- _THE TASK_: There are pictures in the records below; leave them out and set down exactly the lines from the one holding "thumb mcp: (1150, 961)" through the one holding "pinky pip: (799, 1152)".

[TASK INPUTS Boundary: Start]

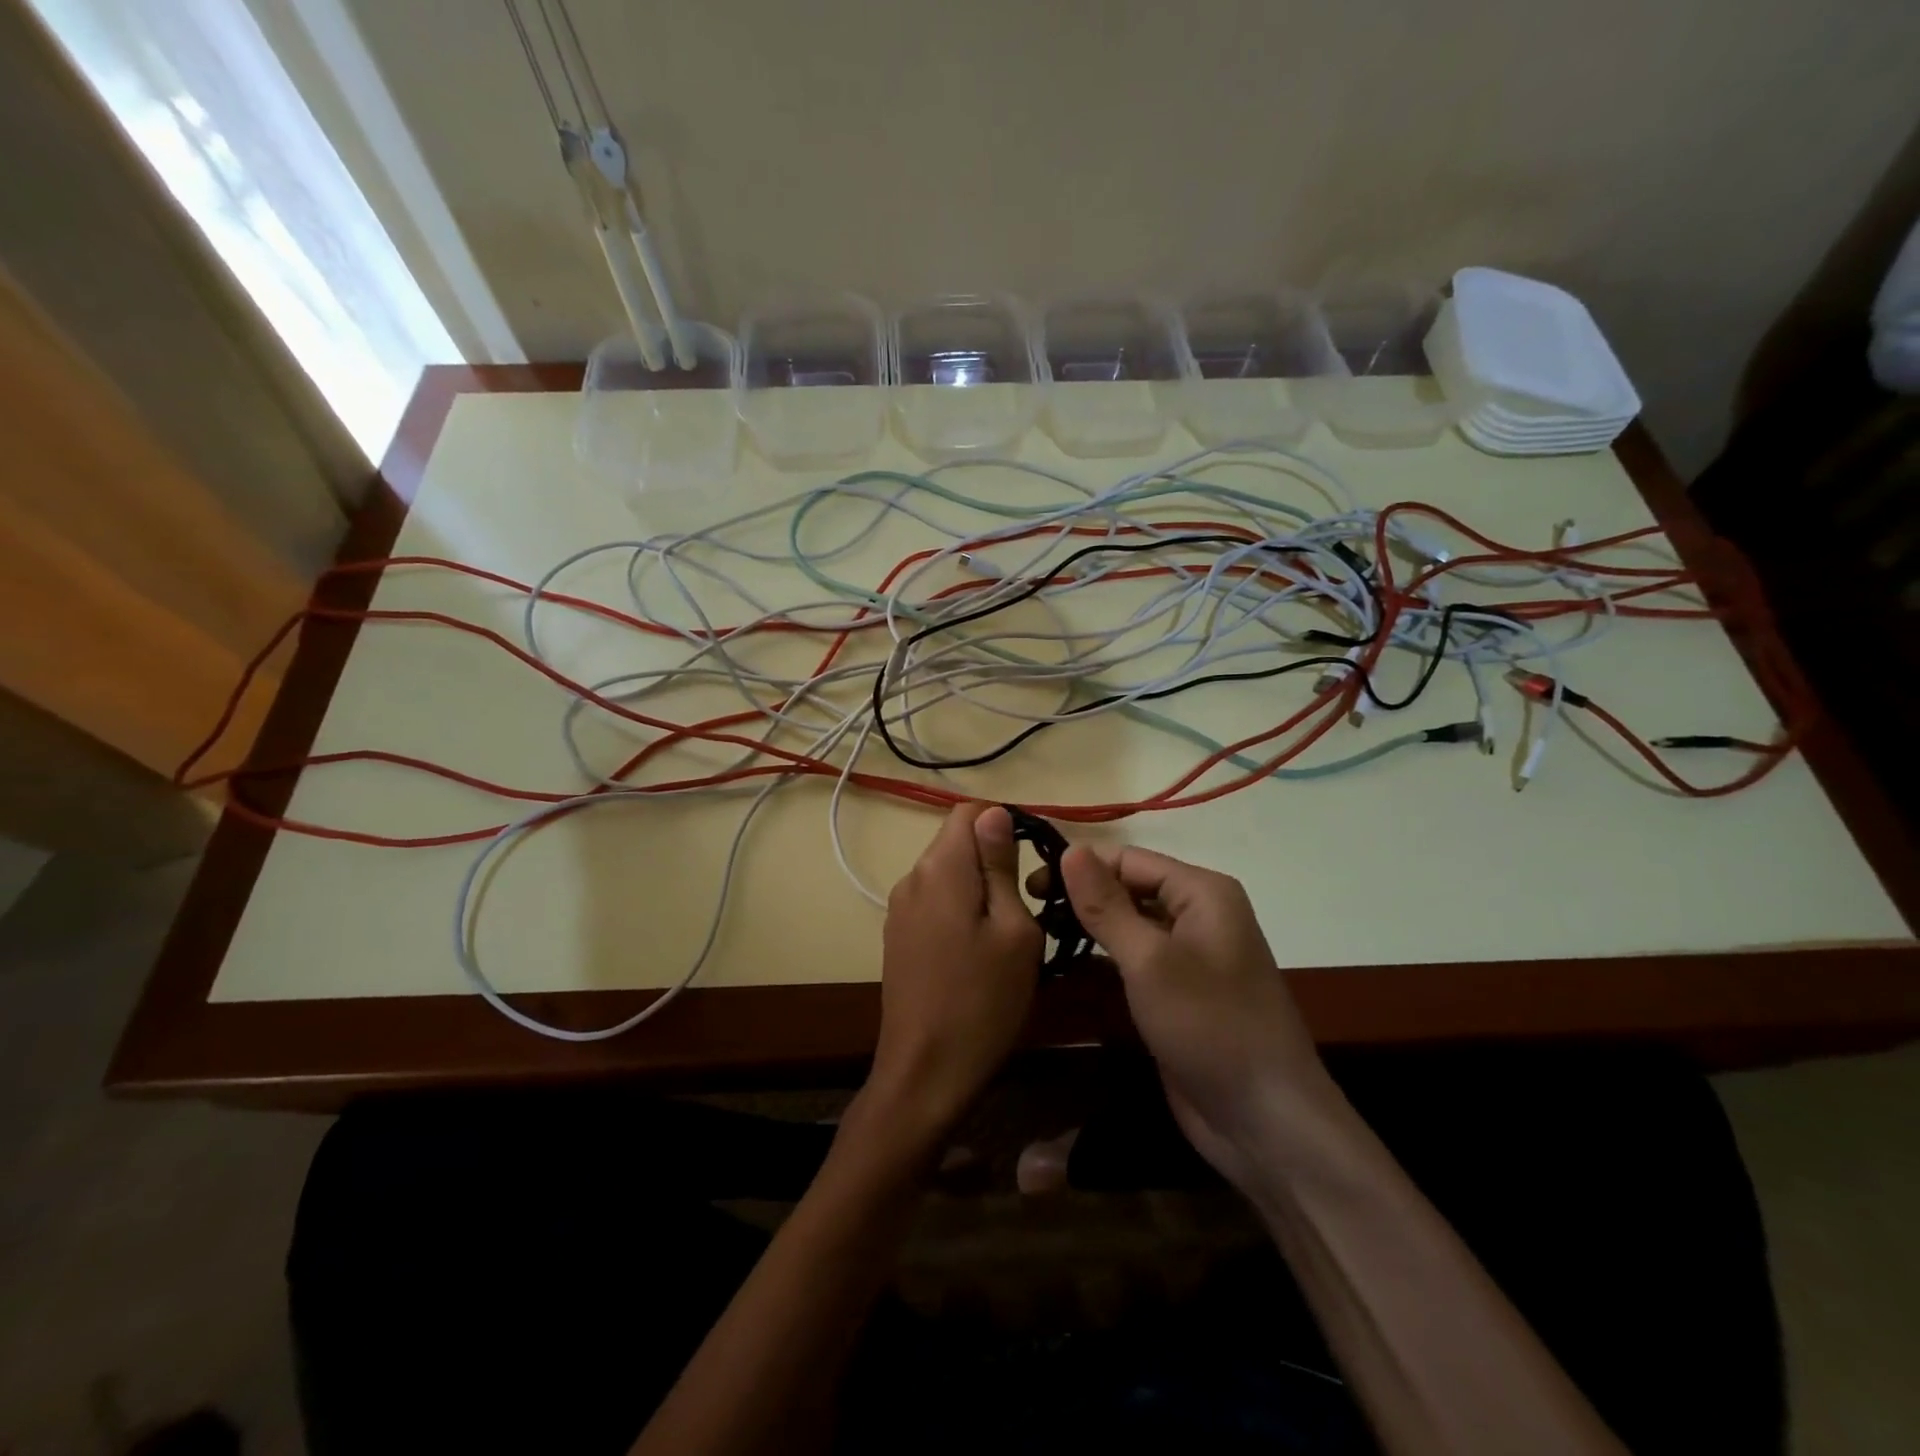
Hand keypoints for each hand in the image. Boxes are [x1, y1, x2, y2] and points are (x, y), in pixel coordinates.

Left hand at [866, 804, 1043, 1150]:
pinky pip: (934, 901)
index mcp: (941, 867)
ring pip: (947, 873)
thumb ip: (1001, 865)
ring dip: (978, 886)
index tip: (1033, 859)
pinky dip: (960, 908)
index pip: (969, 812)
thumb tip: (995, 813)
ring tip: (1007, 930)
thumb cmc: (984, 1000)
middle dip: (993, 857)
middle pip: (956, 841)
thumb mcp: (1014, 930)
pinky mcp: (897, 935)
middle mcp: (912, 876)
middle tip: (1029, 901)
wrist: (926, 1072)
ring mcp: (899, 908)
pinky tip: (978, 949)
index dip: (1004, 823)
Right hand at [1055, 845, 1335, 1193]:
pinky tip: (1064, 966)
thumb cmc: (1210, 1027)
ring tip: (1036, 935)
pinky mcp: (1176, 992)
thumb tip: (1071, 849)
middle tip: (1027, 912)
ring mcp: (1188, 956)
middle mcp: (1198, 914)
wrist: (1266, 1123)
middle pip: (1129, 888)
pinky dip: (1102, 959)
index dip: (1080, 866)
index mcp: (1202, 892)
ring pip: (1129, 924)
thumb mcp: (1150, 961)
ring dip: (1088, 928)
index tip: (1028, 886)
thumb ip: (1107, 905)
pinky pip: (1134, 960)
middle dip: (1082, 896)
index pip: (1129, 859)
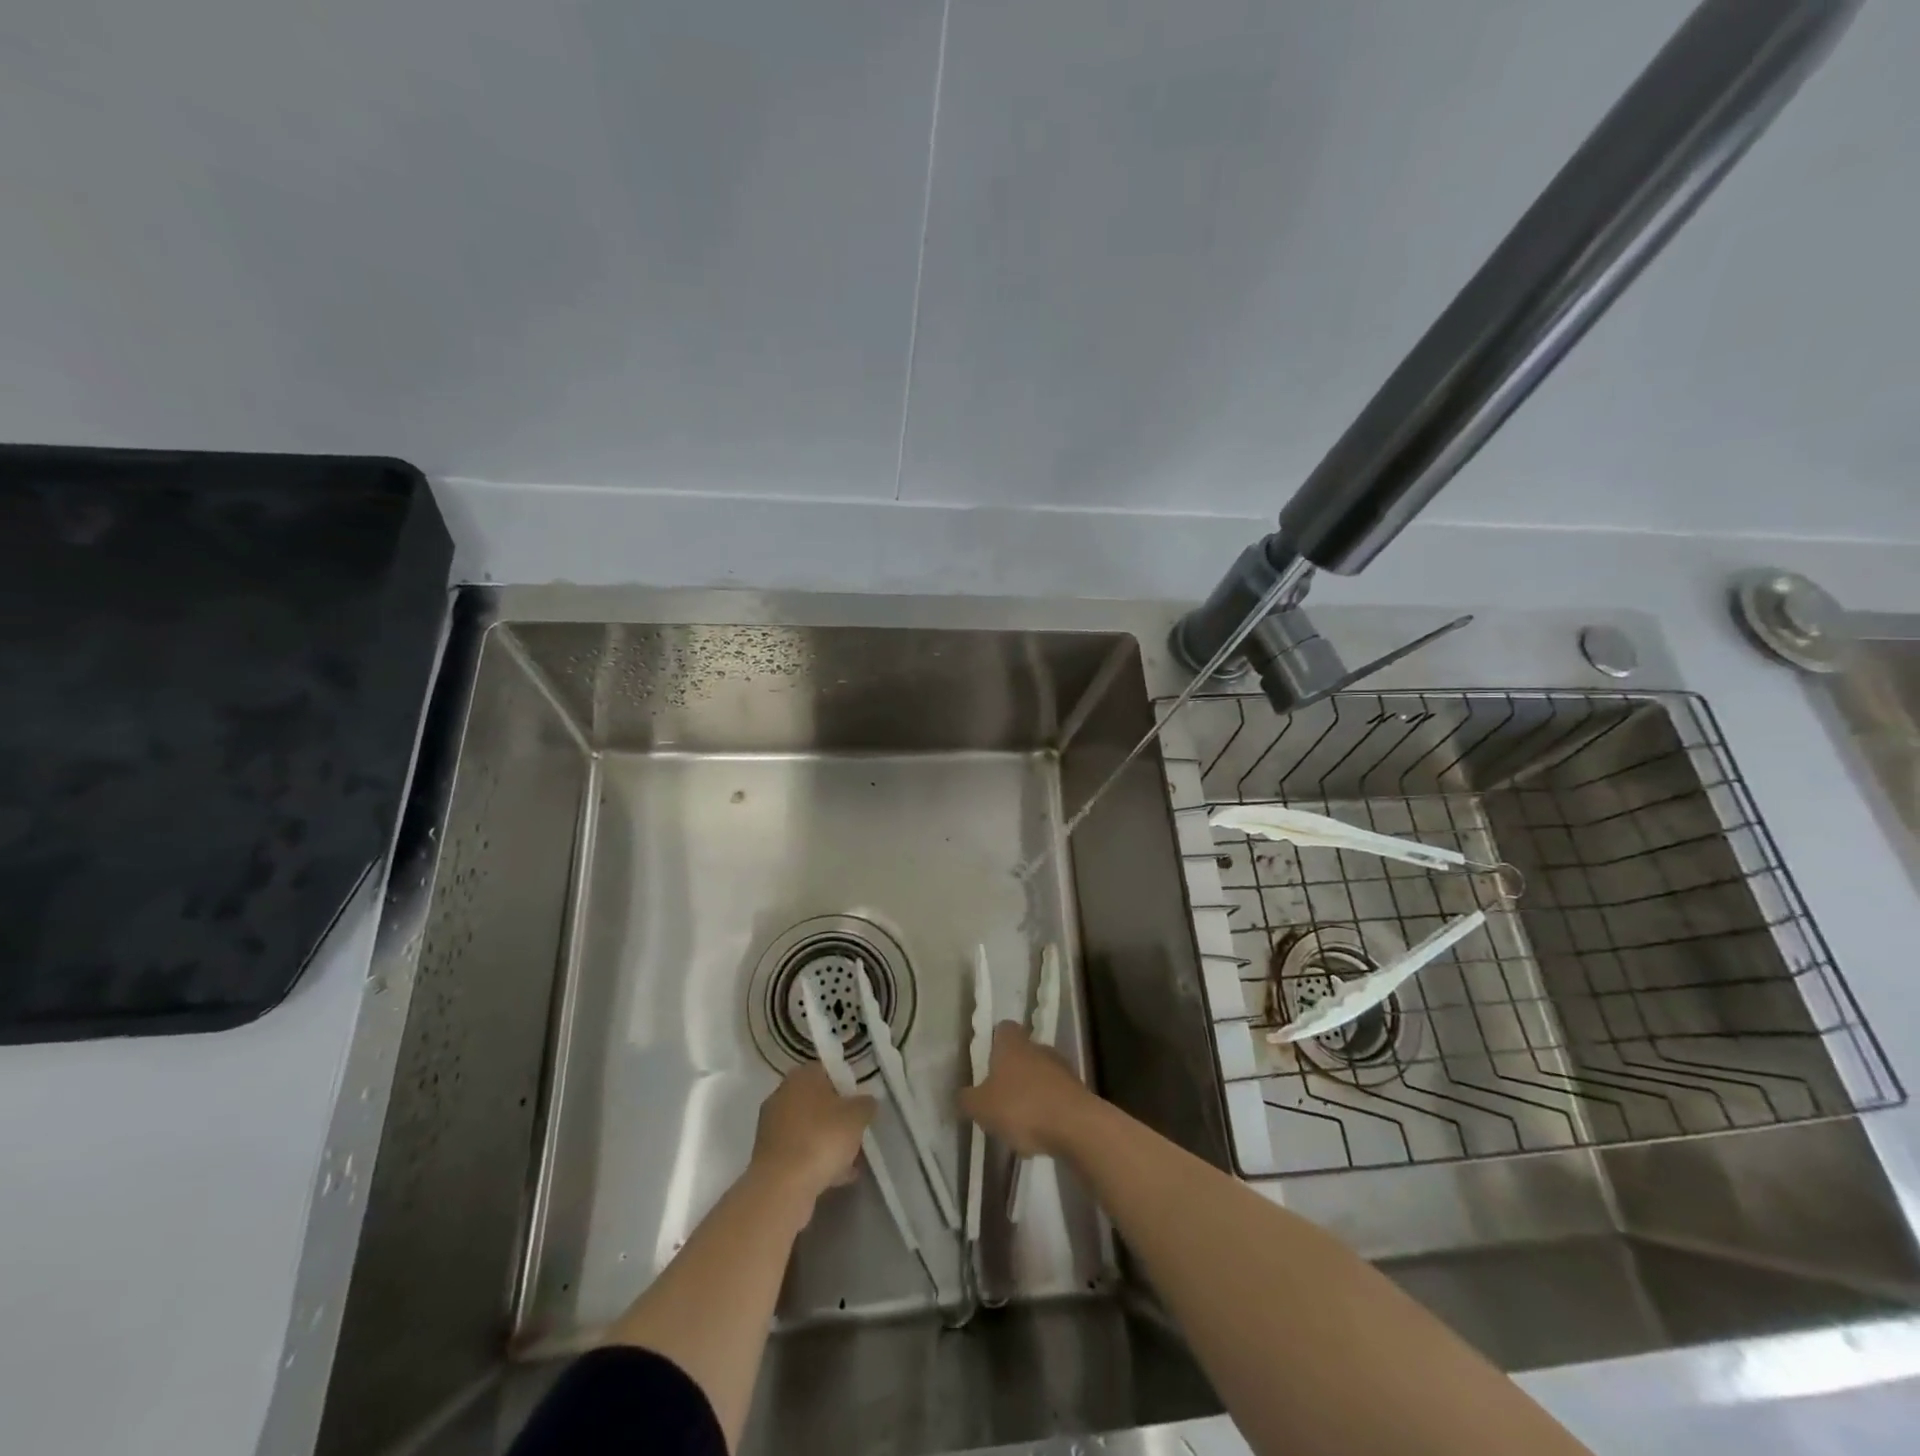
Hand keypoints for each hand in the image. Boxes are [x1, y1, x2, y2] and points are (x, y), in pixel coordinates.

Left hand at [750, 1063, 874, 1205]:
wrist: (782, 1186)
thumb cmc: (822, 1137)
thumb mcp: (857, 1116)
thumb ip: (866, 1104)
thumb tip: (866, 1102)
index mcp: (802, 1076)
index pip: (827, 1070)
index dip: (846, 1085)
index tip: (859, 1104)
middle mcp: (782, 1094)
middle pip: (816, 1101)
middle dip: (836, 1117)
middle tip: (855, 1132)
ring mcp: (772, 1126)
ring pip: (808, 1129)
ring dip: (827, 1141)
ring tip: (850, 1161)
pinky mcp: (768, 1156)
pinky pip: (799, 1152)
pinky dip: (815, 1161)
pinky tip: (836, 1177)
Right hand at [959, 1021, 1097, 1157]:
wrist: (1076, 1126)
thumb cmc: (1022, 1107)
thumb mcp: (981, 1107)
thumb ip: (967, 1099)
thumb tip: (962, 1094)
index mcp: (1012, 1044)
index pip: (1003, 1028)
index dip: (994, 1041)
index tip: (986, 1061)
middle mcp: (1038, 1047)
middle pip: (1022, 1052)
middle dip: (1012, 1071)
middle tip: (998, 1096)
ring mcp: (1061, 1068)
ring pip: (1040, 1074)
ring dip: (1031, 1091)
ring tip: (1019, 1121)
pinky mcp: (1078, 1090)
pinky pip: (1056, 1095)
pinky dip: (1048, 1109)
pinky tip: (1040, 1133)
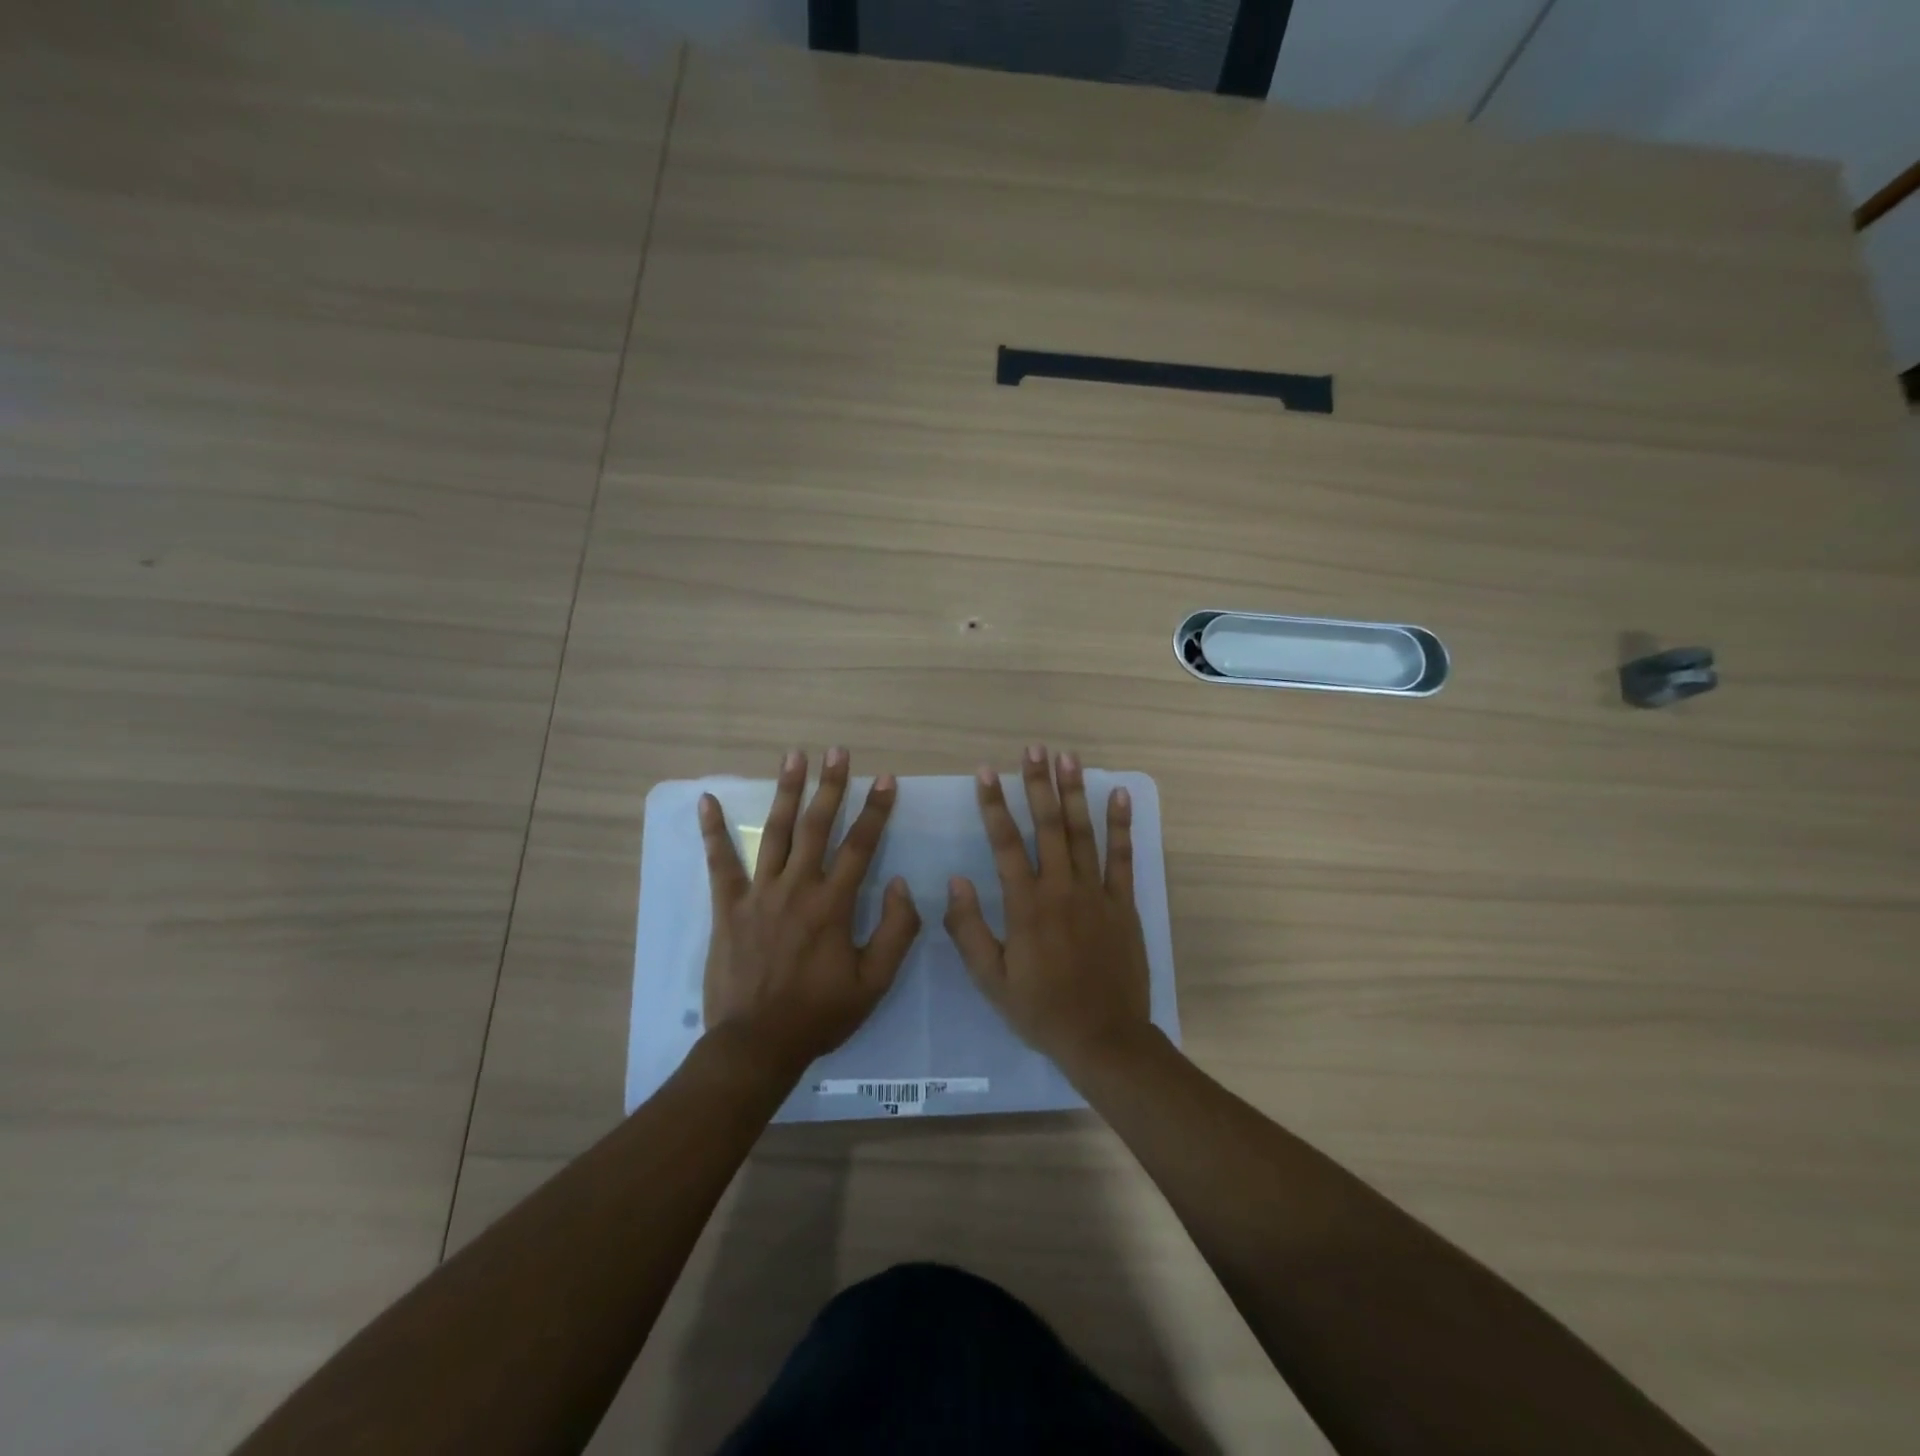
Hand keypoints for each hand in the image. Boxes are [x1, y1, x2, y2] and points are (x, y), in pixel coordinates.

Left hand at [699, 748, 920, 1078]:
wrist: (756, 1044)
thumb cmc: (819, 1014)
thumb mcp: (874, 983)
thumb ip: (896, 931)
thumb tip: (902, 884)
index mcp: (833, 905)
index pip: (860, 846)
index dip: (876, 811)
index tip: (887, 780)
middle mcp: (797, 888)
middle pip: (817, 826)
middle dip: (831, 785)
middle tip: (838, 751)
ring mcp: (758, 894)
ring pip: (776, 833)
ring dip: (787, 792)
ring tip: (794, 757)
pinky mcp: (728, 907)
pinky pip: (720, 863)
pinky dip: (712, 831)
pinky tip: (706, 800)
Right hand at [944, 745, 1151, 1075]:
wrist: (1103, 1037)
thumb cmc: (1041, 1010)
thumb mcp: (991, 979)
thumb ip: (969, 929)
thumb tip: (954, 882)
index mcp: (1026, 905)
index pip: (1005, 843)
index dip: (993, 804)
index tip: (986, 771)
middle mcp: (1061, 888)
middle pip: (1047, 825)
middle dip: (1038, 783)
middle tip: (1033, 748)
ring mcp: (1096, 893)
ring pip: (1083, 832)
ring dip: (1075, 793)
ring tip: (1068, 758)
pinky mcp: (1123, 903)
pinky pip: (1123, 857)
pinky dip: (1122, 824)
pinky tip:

[TASK INPUTS Boundary: End]

- _ANSWER_:
thumb mcp: (1150, 961)
ring dip: (1088, 928)
index tip: (1028, 886)
thumb ip: (1107, 905)
pinky pip: (1134, 960)
middle dip: (1082, 896)
index pip: (1129, 859)
Hand keypoints for each hand in the image. Boxes are [x1, y1, x2, y2] and points are (x, y), in pixel coordinates.

Left hand at [750, 1063, 874, 1205]:
wrist: (782, 1186)
thumb cmc: (822, 1137)
thumb mcp: (857, 1116)
thumb ip: (866, 1104)
thumb tip: (866, 1102)
index mcp: (802, 1076)
index pip: (827, 1070)
index dip: (846, 1085)
index tip: (859, 1104)
middle mcp: (782, 1094)
middle pip: (816, 1101)
middle dip: (836, 1117)
middle tip: (855, 1132)
ring mcp: (772, 1126)
ring pip: (808, 1129)
ring dip: (827, 1141)
ring tip: (850, 1161)
pinky mcp: (768, 1156)
pinky pip: (799, 1152)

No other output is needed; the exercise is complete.